GIVEN INFORMATION =
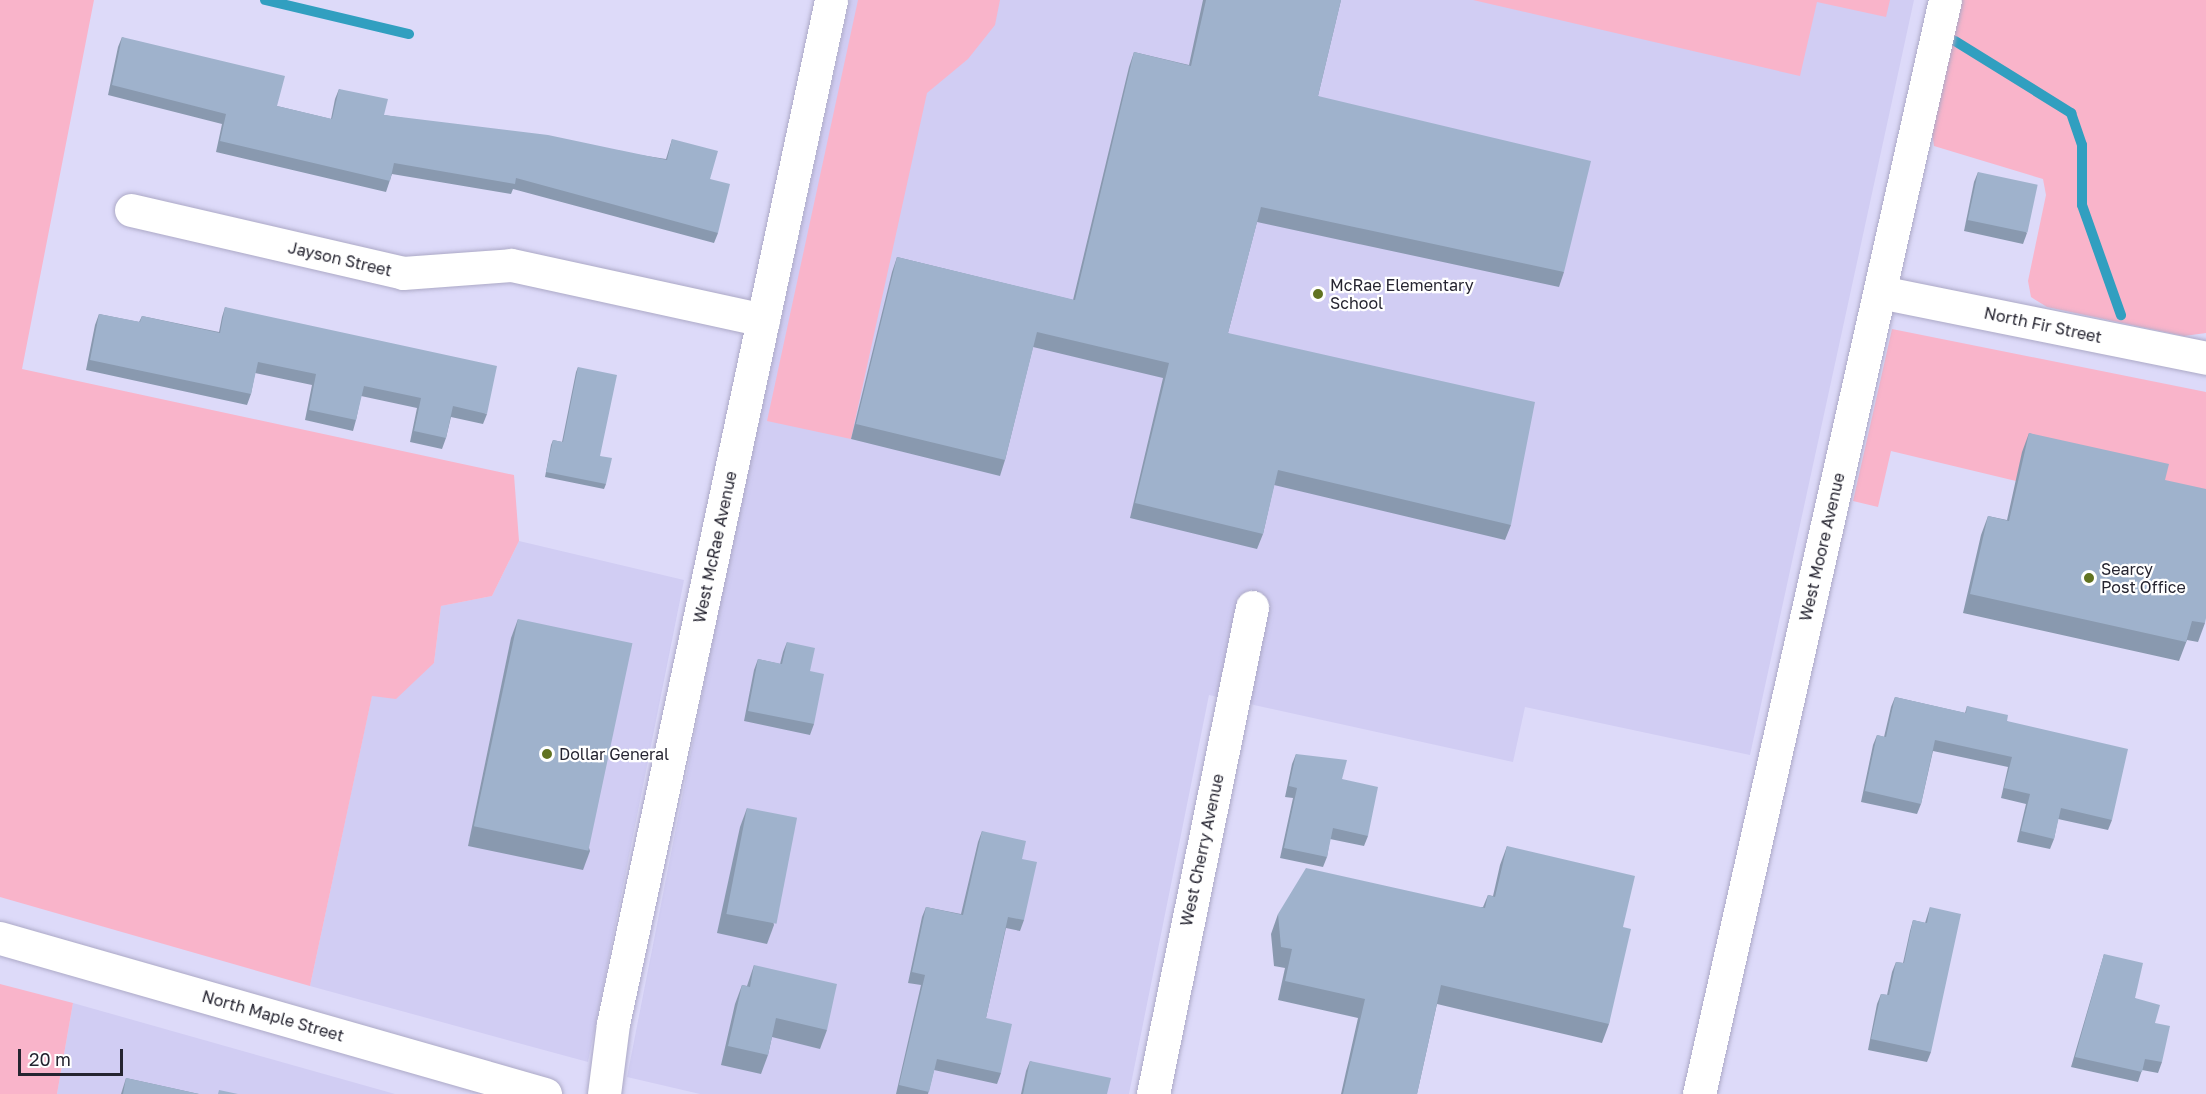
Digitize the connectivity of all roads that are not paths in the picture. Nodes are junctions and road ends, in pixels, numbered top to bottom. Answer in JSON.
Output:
{"nodes":[{"id":1,"x":831,"y":0,"type":"edge"},
{"id":2,"x":1945,"y":0,"type":"edge"},
{"id":3,"x":131,"y":210,"type":"dead end"},
{"id":4,"x":1880,"y":292,"type":"junction"},
{"id":5,"x":763,"y":320,"type":"junction"},
{"id":6,"x":2206,"y":358,"type":"edge"},
{"id":7,"x":1252,"y":607,"type":"dead end"},
{"id":8,"x":0,"y":938,"type":"edge"},
{"id":9,"x":546,"y":1094,"type":"edge"},
{"id":10,"x":604,"y":1094,"type":"edge"},
{"id":11,"x":1153,"y":1094,"type":"edge"},
{"id":12,"x":1698,"y":1094,"type":"edge"}],
"edges":[{"from":1,"to":5,"type":"street","name":"West McRae Avenue"},
{"from":2,"to":4,"type":"street","name":"West Moore Avenue"},
{"from":3,"to":5,"type":"street","name":"Jayson Street"},
{"from":4,"to":6,"type":"street","name":"North Fir Street"},
{"from":4,"to":12,"type":"street","name":"West Moore Avenue"},
{"from":5,"to":10,"type":"street","name":"West McRae Avenue"},
{"from":7,"to":11,"type":"street","name":"West Cherry Avenue"},
{"from":8,"to":9,"type":"street","name":"North Maple Street"}]}
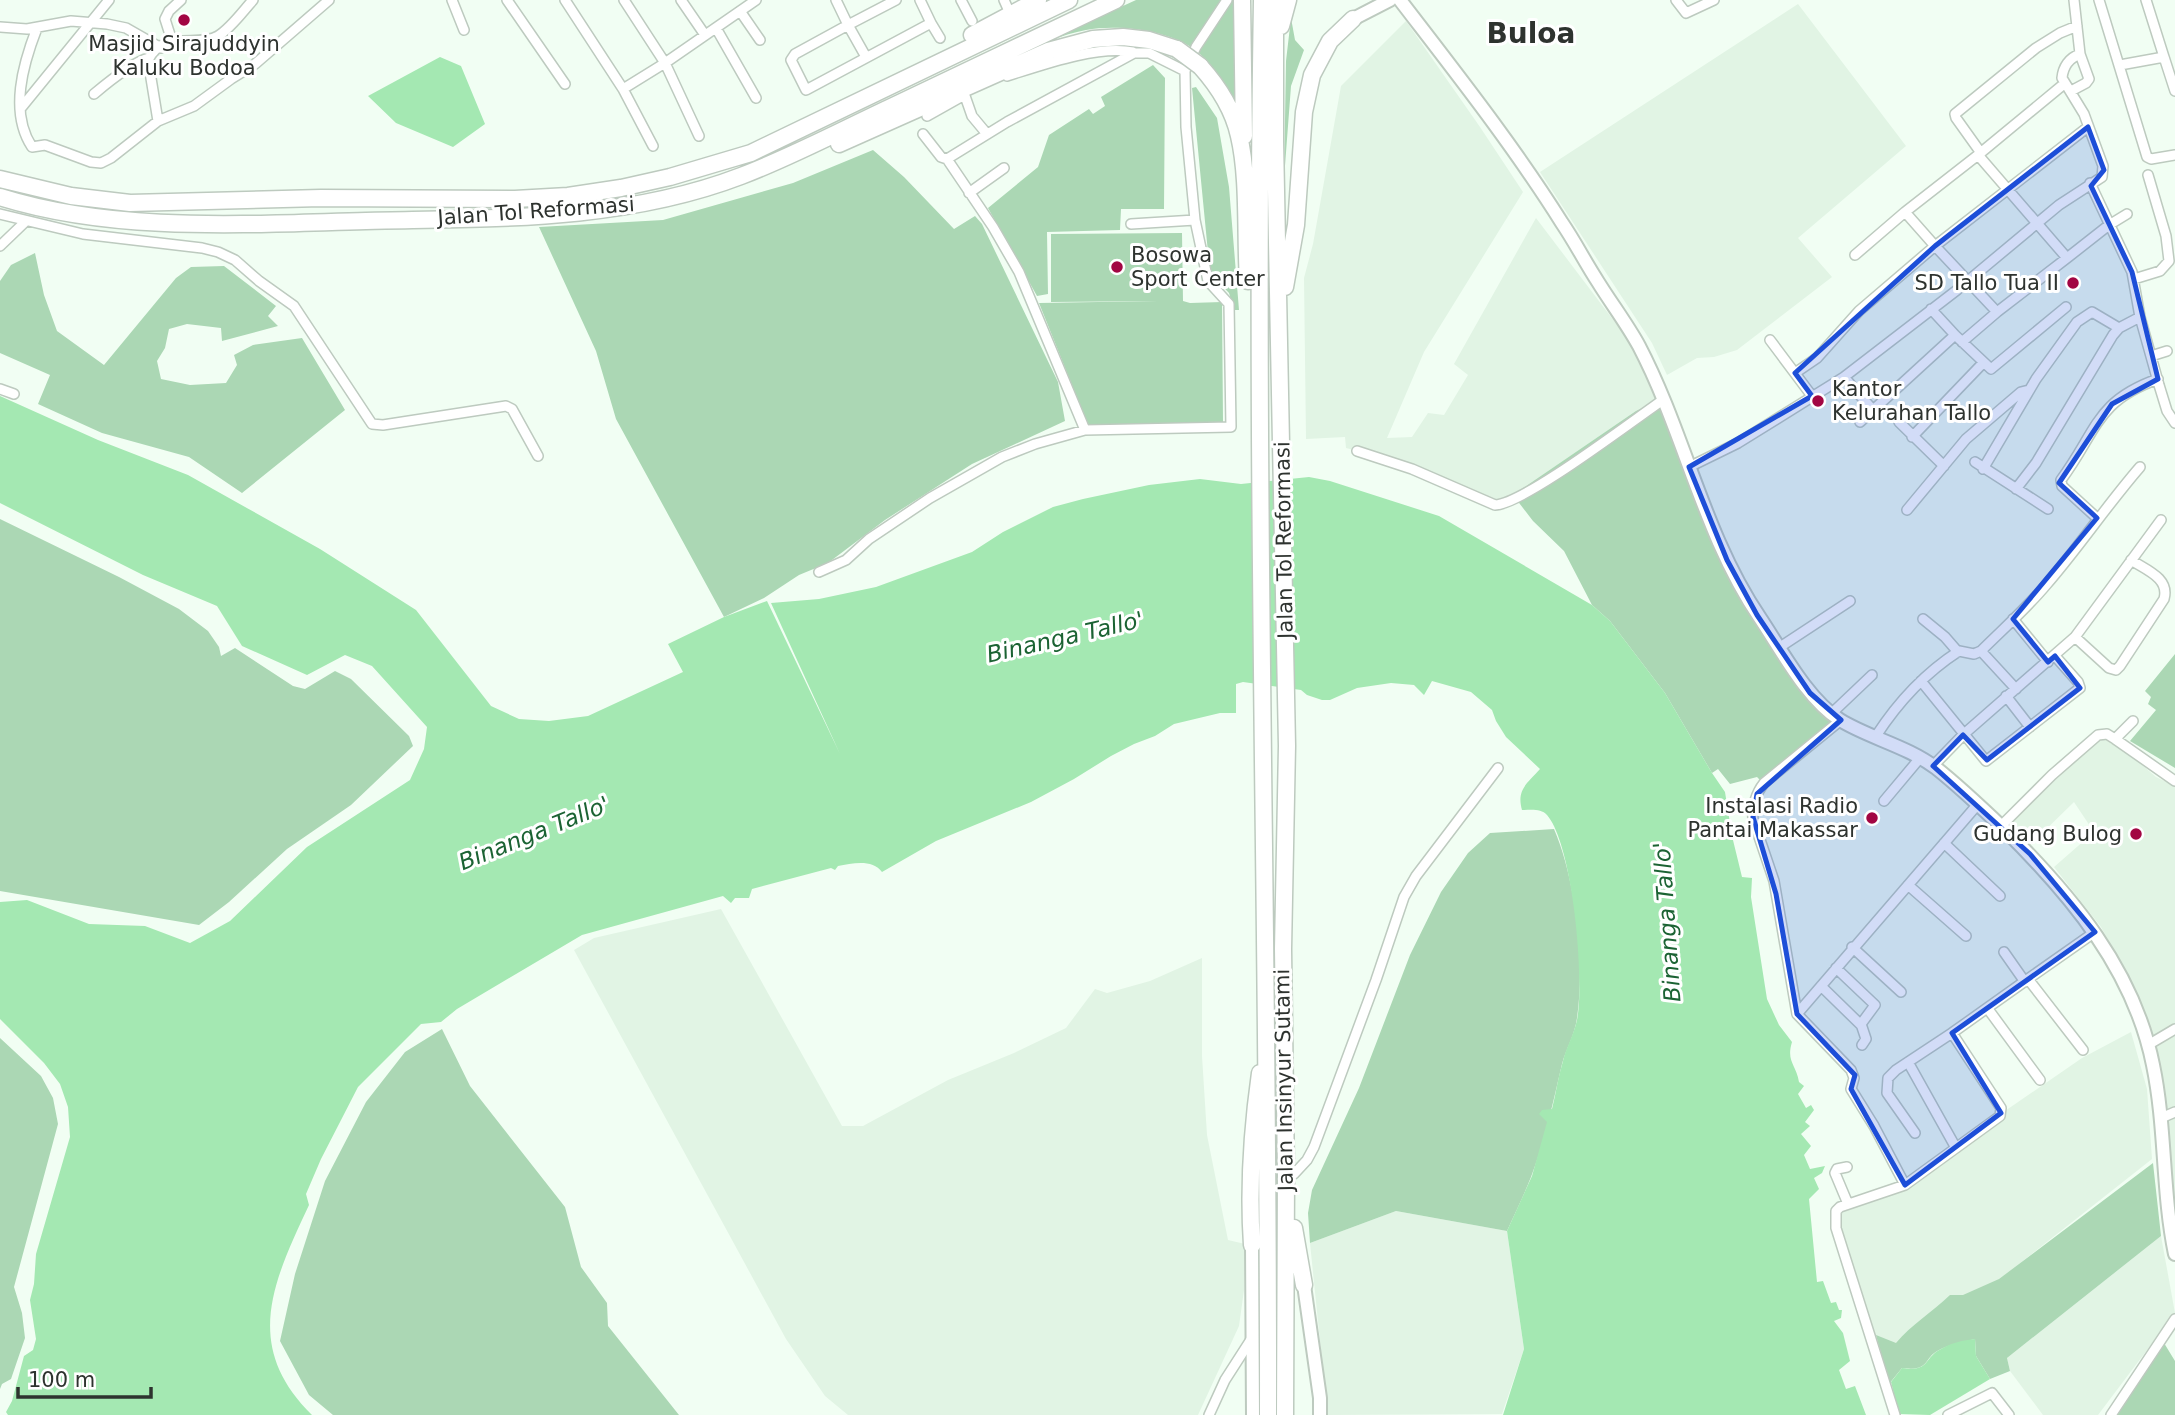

TASK PROMPT = Output the records exactly, and let none of their pictures appear in the copy.

SOLUTION TO THE EXERCISE =
Digitize the connectivity of all roads that are not paths in the picture. Nodes are junctions and road ends, in pixels, numbered top to bottom. Answer in JSON.
Output:
{"nodes":[{"id":1,"x":831,"y":0,"type":"edge"},
{"id":2,"x":1945,"y":0,"type":"edge"},
{"id":3,"x":131,"y":210,"type":"dead end"},
{"id":4,"x":1880,"y":292,"type":"junction"},
{"id":5,"x":763,"y":320,"type":"junction"},
{"id":6,"x":2206,"y":358,"type":"edge"},
{"id":7,"x":1252,"y":607,"type":"dead end"},
{"id":8,"x":0,"y":938,"type":"edge"},
{"id":9,"x":546,"y":1094,"type":"edge"},
{"id":10,"x":604,"y":1094,"type":"edge"},
{"id":11,"x":1153,"y":1094,"type":"edge"},
{"id":12,"x":1698,"y":1094,"type":"edge"}],
"edges":[{"from":1,"to":5,"type":"street","name":"West McRae Avenue"},
{"from":2,"to":4,"type":"street","name":"West Moore Avenue"},
{"from":3,"to":5,"type":"street","name":"Jayson Street"},
{"from":4,"to":6,"type":"street","name":"North Fir Street"},
{"from":4,"to":12,"type":"street","name":"West Moore Avenue"},
{"from":5,"to":10,"type":"street","name":"West McRae Avenue"},
{"from":7,"to":11,"type":"street","name":"West Cherry Avenue"},
{"from":8,"to":9,"type":"street","name":"North Maple Street"}]}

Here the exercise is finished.